The language used by Mulk Raj Anand in his, perhaps the best, novel Coolie is not very heightened or sophisticated. It is localised and Indian to a great extent. People who read it can relate to the text as well as the medium in which the text is served to them. Unlike the language of R. K. Narayan or even Raja Rao, the novel seems more and more ‘local’ in the terms of language and word choices and even the writing style.
However, the way in which is Anand projects the caste-divide and the injustice to the protagonist can be juxtaposed with the constructive and creative handling of almost the same theme in Kanthapura by Raja Rao. Anand shows the folly and leaves us stunned; Raja Rao shows the folly and tries to present a possible solution to it – by the call for change from very much within the society.
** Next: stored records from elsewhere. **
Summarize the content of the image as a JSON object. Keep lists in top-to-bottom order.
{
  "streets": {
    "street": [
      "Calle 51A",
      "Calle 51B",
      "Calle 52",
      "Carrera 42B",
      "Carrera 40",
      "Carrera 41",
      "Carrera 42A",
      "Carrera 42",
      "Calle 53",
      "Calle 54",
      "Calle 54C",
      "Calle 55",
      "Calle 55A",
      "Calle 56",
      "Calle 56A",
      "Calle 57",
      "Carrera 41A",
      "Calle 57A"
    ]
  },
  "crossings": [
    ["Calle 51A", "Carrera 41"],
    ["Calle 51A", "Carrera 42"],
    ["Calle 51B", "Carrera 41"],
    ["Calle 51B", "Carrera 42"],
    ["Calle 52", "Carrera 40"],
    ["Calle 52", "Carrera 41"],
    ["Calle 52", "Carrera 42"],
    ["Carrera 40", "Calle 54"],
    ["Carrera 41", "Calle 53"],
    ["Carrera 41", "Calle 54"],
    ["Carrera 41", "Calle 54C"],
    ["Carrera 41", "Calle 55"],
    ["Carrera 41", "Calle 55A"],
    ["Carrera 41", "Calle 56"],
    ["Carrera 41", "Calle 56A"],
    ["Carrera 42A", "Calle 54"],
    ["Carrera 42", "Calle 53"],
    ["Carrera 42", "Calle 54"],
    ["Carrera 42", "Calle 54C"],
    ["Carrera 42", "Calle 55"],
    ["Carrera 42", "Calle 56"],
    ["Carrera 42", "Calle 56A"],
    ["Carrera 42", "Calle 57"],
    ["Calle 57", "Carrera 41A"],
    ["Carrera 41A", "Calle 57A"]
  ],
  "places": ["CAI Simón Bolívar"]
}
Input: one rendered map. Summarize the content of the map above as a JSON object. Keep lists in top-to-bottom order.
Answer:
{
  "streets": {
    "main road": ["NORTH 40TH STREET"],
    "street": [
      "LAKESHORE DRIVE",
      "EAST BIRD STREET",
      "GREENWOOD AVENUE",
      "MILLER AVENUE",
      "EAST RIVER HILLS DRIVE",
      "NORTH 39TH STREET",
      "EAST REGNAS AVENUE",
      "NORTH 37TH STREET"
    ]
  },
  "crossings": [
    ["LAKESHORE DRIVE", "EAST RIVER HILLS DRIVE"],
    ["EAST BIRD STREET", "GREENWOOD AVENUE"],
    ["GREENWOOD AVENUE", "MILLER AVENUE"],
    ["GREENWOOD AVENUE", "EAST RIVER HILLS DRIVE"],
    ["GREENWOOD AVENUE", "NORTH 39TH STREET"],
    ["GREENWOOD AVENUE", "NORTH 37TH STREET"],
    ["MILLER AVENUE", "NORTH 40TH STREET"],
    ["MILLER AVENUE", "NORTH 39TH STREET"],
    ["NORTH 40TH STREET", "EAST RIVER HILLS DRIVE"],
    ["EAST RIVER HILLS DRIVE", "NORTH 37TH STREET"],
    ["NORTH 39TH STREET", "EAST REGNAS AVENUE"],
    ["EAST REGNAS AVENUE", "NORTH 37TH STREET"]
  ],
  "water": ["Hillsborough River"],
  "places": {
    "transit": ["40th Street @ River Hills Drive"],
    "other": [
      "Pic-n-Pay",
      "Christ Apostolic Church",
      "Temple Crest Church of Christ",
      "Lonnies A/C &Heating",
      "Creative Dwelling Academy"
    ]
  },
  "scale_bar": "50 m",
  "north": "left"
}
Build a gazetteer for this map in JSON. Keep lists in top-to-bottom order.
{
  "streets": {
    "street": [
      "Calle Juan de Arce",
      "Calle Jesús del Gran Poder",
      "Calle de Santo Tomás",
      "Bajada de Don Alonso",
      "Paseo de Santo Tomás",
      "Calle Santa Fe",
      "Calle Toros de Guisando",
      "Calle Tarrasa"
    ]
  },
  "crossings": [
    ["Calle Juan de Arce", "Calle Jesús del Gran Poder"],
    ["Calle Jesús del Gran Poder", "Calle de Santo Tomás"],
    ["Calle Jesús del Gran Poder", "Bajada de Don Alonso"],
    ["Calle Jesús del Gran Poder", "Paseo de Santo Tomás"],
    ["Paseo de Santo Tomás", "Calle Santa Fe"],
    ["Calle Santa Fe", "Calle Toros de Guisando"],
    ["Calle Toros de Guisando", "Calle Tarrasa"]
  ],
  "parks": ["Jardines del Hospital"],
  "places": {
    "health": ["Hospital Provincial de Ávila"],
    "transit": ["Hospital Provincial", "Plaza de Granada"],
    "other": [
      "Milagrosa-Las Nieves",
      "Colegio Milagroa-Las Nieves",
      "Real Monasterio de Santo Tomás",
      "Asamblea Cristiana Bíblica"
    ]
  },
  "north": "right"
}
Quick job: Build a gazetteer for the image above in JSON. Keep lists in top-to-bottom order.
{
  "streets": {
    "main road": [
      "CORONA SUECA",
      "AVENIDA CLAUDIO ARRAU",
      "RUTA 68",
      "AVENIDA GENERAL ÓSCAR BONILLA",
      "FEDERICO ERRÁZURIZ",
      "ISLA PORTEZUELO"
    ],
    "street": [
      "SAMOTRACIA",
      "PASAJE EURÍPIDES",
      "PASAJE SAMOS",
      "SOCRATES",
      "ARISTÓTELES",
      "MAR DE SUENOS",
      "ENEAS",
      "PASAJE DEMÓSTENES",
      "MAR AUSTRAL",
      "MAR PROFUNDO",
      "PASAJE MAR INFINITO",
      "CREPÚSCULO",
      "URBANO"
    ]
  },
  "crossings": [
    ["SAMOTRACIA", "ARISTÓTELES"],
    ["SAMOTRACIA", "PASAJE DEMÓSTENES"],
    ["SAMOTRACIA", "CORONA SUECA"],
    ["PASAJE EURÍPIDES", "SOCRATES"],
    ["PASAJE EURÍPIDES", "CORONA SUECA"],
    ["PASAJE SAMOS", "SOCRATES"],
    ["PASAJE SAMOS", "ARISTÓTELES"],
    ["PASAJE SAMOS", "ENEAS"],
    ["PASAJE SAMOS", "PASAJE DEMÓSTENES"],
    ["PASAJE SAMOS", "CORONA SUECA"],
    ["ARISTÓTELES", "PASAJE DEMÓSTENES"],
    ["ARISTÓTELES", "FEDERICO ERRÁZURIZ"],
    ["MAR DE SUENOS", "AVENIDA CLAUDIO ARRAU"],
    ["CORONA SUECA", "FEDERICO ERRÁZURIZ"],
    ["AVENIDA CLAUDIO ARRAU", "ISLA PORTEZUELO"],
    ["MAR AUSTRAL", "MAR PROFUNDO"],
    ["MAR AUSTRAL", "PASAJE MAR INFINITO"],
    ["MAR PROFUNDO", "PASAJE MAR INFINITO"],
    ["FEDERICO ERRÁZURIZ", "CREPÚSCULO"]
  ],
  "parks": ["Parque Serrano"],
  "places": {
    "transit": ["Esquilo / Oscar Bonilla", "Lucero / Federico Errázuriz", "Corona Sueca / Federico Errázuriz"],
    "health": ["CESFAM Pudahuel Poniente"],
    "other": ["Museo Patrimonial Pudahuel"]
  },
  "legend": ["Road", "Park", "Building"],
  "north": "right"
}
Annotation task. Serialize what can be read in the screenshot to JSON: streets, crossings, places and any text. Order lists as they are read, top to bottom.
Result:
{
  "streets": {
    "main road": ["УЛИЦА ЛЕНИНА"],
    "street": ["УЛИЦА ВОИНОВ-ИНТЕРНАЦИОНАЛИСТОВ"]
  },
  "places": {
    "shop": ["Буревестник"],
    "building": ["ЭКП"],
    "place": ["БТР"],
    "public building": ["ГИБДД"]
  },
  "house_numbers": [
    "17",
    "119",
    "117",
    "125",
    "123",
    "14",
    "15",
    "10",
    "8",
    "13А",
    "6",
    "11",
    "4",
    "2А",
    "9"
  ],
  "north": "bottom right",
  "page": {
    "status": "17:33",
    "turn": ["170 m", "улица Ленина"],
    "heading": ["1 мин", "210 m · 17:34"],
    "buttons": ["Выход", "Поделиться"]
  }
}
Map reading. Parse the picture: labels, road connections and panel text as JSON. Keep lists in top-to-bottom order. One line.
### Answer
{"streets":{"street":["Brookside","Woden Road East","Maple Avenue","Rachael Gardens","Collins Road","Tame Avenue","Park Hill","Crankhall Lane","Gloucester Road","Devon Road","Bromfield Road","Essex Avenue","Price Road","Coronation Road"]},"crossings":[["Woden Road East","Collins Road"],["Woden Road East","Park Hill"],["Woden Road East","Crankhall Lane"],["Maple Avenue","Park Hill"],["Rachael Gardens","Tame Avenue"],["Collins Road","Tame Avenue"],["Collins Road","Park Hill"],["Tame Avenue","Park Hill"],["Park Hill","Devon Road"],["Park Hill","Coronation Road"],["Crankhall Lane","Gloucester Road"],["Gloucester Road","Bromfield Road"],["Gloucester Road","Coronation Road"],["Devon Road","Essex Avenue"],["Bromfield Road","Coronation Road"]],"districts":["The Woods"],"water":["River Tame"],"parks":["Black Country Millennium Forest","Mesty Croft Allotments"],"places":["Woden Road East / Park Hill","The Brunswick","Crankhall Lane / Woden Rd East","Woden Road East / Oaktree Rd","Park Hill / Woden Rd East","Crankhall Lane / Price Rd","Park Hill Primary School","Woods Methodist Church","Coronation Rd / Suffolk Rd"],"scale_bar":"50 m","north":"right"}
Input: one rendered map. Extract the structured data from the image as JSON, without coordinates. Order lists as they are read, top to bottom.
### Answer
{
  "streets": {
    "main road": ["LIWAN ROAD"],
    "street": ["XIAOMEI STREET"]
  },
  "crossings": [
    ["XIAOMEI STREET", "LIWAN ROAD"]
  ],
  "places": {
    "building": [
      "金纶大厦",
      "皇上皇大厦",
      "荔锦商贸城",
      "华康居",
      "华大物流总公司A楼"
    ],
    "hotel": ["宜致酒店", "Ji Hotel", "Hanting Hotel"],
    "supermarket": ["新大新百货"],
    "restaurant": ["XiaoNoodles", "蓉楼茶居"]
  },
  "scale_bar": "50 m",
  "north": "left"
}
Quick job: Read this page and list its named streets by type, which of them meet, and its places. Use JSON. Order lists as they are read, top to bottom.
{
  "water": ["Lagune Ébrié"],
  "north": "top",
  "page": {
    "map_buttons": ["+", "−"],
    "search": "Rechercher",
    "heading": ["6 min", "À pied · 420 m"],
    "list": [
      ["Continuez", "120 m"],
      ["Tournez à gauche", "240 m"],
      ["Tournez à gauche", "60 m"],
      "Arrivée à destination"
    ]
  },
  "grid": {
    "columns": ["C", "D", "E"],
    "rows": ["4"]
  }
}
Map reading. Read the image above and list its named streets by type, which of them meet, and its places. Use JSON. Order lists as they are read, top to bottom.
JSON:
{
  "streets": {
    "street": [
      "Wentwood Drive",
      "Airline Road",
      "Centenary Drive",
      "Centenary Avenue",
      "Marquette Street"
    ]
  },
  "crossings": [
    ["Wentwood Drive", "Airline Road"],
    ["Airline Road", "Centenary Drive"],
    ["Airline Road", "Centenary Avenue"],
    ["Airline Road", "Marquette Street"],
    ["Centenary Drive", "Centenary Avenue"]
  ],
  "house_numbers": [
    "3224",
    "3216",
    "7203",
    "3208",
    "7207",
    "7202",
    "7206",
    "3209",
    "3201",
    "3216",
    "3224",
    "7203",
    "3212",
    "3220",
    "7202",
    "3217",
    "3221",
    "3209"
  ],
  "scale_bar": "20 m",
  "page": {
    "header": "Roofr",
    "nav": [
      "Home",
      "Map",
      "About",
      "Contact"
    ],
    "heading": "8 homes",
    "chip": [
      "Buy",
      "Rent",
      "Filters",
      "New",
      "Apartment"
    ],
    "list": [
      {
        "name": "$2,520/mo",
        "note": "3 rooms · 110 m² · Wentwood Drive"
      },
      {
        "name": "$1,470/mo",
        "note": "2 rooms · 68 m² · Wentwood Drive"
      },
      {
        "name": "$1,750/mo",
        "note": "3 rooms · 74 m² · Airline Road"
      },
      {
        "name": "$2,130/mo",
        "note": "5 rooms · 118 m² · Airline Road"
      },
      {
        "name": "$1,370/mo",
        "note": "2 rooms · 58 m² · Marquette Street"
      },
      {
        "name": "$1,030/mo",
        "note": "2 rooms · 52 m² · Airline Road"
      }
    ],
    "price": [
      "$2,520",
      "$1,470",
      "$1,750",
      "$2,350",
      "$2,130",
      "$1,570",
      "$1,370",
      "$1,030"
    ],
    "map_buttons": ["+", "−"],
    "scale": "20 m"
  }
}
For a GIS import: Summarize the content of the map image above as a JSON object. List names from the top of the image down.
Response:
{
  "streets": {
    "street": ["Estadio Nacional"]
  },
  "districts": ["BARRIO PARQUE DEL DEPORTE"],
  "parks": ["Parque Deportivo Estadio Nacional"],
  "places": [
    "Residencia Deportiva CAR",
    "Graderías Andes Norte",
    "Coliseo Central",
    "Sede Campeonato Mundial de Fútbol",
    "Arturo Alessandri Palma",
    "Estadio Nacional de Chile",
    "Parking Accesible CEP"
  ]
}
Realism plays a very important role in the novel. We get to know Munoo very closely and we know him in details. Just like his novel Untouchable, Anand has given a ‘wide-realistic’ finish to his novel Coolie. However, the fiction meets only grim realism and the seamy side of the life. It does not deal with the plural imagination but only with the singular reality.
In the end, the novel is popular only among the academic circles today. Because it lacks the creativity and the entertainment, readers won’t find it fitting in the contemporary reading fashion and that’s why we see it mentioned only in the syllabuses of the universities…
If you want to know the things of past and the bitter realities of British India, you can read the novel and find yourself some facts. However, you won’t find anything more than that – it’s a realistic fiction and that’s it.